You are viewing a plain text version of this content. The canonical link for it is here.
Posted to commits@spark.apache.org by rx...@apache.org on 2016/11/02 18:29:29 UTC
spark git commit: [SPARK-17683][SQL] Support ArrayType in
Literal.apply
Repository: spark
Updated Branches:
refs/heads/master f151bd1af -> 4af0ce2d9
[SPARK-17683][SQL] Support ArrayType in Literal.apply
## What changes were proposed in this pull request?
This pr is to add pattern-matching entries for array data in `Literal.apply`.

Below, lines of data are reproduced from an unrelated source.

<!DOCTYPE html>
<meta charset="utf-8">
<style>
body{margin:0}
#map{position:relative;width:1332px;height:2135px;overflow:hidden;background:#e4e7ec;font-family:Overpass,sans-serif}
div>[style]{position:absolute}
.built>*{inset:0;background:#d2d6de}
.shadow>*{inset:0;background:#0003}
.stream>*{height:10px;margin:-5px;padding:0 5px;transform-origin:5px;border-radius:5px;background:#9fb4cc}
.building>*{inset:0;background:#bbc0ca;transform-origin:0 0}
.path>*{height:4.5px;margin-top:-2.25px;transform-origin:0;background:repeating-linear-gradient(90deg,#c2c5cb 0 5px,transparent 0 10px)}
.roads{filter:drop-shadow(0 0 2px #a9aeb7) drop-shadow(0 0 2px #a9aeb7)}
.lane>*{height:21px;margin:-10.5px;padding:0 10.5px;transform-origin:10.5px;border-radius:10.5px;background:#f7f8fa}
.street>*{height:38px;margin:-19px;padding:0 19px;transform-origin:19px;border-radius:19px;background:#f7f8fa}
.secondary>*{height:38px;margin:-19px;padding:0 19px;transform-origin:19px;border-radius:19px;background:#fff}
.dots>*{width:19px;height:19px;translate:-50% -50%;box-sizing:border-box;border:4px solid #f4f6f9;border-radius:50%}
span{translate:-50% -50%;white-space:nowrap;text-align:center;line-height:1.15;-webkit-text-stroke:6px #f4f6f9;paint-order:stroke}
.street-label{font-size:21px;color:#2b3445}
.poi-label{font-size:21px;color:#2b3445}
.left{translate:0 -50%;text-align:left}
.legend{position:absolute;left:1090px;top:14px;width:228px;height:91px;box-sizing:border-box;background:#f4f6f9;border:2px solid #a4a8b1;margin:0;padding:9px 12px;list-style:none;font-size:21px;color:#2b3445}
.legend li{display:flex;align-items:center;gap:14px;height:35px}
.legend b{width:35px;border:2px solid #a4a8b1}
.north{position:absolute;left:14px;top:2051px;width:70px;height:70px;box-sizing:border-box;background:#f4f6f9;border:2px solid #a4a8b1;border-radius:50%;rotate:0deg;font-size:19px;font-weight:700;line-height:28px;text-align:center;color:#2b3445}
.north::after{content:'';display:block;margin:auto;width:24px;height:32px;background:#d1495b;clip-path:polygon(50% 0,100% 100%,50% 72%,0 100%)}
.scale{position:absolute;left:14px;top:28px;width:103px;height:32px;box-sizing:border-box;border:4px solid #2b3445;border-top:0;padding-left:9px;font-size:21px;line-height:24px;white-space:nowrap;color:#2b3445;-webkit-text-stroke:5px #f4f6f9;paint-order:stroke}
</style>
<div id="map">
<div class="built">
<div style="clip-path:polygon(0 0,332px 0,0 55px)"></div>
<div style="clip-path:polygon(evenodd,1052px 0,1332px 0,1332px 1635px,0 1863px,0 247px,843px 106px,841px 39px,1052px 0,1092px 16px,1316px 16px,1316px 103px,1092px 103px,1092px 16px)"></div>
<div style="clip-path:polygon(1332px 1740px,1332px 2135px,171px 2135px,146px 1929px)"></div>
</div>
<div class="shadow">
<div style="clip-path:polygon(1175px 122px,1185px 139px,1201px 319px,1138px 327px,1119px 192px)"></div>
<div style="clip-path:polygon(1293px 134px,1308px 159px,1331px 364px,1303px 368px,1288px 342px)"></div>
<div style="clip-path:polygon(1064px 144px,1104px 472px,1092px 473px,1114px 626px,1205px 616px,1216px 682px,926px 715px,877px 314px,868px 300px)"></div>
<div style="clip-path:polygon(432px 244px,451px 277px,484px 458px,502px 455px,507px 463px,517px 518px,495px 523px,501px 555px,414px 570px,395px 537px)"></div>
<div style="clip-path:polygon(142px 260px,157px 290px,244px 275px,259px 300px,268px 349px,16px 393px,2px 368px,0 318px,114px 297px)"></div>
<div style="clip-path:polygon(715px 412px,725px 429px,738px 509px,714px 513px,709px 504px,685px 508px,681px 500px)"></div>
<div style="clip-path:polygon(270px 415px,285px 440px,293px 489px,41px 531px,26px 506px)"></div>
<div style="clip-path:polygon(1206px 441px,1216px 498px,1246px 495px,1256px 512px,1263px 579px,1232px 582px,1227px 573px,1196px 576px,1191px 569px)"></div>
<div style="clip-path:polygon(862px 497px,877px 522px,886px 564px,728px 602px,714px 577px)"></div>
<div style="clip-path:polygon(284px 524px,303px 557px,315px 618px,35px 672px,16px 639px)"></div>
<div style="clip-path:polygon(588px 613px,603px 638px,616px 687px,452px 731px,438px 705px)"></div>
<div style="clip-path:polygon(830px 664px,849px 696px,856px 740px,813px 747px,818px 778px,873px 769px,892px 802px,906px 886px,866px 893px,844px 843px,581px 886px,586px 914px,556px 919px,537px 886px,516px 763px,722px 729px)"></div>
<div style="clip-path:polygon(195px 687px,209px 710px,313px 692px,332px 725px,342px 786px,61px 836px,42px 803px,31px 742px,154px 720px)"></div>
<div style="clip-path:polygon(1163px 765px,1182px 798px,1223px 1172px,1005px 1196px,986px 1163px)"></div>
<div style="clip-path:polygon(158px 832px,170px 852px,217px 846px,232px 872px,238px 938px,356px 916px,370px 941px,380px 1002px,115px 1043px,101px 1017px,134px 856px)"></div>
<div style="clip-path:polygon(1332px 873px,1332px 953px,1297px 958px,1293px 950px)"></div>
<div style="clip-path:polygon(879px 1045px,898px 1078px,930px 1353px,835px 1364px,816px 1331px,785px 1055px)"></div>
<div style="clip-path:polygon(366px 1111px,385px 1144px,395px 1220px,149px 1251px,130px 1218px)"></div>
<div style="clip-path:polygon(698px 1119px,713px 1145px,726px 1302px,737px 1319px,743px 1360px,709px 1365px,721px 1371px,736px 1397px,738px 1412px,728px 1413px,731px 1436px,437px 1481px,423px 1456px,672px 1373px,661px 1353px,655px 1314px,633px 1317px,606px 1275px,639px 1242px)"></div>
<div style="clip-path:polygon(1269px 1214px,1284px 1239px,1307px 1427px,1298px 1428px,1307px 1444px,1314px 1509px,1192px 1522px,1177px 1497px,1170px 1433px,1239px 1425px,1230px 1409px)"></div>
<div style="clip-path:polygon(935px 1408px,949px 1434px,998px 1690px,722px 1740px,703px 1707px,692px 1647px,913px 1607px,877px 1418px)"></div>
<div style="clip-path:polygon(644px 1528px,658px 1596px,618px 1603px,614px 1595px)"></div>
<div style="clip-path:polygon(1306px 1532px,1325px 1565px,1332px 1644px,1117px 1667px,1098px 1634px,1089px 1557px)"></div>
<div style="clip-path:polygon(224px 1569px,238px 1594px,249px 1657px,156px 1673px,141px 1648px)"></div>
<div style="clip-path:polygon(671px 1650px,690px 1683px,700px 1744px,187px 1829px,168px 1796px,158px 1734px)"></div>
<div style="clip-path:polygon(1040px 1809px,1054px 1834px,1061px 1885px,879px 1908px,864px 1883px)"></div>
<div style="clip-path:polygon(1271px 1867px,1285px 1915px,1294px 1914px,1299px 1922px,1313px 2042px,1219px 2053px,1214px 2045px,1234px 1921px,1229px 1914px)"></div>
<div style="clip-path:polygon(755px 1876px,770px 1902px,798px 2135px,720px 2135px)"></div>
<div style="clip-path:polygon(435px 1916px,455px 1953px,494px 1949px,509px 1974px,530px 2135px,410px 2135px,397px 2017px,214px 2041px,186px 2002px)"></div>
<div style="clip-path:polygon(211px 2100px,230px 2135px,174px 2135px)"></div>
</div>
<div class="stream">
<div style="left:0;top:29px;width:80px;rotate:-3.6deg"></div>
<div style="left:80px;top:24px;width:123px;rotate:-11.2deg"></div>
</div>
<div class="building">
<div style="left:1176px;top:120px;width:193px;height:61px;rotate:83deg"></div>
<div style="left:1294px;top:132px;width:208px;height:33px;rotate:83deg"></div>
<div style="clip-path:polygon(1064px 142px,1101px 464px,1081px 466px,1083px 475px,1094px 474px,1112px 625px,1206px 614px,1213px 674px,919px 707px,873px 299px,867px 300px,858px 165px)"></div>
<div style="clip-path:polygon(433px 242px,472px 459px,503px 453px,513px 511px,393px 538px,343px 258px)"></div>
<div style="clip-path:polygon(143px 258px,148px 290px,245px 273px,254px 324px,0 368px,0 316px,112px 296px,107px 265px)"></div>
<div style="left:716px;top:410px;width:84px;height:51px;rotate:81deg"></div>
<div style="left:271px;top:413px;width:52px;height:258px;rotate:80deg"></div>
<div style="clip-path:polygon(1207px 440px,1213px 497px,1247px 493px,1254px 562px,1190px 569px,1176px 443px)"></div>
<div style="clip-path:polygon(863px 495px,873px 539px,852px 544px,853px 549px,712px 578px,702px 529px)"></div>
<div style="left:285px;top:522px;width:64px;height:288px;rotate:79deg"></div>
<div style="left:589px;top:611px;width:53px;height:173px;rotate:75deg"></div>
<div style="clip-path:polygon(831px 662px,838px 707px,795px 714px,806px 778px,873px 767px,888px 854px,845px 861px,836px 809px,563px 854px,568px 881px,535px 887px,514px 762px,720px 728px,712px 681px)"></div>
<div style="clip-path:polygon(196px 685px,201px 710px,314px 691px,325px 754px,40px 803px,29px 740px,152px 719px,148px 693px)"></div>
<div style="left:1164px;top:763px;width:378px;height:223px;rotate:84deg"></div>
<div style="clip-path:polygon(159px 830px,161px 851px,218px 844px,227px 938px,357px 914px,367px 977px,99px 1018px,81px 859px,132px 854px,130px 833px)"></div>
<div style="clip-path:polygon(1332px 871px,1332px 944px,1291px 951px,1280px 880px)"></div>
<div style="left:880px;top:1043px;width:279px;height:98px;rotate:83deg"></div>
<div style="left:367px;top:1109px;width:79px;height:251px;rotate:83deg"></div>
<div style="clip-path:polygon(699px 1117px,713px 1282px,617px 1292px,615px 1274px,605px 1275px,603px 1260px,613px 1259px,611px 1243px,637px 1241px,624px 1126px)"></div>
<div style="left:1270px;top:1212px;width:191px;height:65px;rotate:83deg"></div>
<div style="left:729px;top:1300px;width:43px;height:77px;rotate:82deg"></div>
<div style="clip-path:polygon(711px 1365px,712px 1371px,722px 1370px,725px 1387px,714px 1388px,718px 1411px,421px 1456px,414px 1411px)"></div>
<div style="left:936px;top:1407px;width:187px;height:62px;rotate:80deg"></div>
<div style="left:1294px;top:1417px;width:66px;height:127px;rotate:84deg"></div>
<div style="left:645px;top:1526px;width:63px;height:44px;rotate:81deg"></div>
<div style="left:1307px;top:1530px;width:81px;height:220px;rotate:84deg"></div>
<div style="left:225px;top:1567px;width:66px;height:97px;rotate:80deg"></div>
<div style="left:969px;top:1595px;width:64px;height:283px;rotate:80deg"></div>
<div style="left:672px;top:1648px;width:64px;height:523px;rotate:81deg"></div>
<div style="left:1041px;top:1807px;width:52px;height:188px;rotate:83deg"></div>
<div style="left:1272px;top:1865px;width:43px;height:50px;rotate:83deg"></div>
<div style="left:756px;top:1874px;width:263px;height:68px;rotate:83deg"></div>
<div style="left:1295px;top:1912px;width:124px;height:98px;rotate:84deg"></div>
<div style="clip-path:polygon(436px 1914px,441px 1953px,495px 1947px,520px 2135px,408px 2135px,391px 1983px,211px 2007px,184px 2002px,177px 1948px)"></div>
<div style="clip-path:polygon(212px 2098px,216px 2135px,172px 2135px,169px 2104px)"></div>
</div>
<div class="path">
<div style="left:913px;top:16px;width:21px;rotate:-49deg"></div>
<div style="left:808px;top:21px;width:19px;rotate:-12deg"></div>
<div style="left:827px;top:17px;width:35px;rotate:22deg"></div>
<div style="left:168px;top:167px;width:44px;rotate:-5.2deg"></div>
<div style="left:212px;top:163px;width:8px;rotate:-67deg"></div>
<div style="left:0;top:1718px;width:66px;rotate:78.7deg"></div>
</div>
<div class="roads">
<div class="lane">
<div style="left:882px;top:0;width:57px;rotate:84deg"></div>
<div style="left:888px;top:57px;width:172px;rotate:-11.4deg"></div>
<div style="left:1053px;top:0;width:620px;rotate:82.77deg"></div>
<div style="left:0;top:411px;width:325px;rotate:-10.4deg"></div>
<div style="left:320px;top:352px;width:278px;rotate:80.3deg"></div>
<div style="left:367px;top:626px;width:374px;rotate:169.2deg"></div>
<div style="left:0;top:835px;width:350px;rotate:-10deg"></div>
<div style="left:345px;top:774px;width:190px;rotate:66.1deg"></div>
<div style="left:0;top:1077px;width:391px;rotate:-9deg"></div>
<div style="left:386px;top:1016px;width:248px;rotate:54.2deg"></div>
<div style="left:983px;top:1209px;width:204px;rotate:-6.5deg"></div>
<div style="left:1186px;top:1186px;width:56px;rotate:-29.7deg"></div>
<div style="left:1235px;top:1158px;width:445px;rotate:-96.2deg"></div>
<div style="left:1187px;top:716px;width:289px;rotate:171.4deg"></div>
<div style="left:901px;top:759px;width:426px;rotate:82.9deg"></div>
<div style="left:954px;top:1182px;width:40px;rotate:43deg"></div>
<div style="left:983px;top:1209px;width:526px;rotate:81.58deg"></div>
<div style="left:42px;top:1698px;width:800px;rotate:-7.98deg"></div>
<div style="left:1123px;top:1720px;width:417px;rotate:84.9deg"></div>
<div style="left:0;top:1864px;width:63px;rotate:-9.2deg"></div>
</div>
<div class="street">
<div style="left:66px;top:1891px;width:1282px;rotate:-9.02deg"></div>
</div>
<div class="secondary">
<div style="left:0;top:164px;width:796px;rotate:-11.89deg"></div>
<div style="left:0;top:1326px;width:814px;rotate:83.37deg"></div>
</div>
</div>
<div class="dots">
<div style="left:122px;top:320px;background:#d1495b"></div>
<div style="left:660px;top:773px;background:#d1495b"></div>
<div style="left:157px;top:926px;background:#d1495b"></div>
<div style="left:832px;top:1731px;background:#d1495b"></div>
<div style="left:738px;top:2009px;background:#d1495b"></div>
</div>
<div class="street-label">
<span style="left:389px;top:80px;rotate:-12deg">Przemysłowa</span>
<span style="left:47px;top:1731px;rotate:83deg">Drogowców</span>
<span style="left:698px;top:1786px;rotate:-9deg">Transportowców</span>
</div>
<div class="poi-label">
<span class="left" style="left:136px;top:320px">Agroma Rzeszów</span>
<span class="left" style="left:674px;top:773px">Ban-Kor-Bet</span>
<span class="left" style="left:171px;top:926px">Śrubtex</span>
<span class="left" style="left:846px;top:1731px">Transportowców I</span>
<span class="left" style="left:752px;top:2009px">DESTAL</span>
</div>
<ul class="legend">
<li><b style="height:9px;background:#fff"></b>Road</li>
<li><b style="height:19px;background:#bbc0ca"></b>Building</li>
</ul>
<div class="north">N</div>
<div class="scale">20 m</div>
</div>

## How was this patch tested?
Added tests in `LiteralExpressionSuite`.
Author: Takeshi YAMAMURO <li...@gmail.com>
Closes #15257 from maropu/SPARK-17683.
Project: http://git-wip-us.apache.org/repos/asf/spark/repo
Commit: http://git-wip-us.apache.org/repos/asf/spark/commit/4af0ce2d
Tree: http://git-wip-us.apache.org/repos/asf/spark/tree/4af0ce2d
Diff: http://git-wip-us.apache.org/repos/asf/spark/diff/4af0ce2d
Branch: refs/heads/master
Commit: 4af0ce2d96de3397c9bc05684cad290a52486577
Parents: f151bd1
Author: Takeshi YAMAMURO <li...@gmail.com>
Authored: Wed Nov 2 11:29:26 2016 -0700
Committer: Reynold Xin <rx...@databricks.com>
Committed: Wed Nov 2 11:29:26 2016 -0700
----------------------------------------------------------------------
.../sql/catalyst/expressions/literals.scala | 57 +++++++++++++++++++-
.../expressions/LiteralExpressionSuite.scala | 27 +++++++++-
2 files changed, 82 insertions(+), 2 deletions(-)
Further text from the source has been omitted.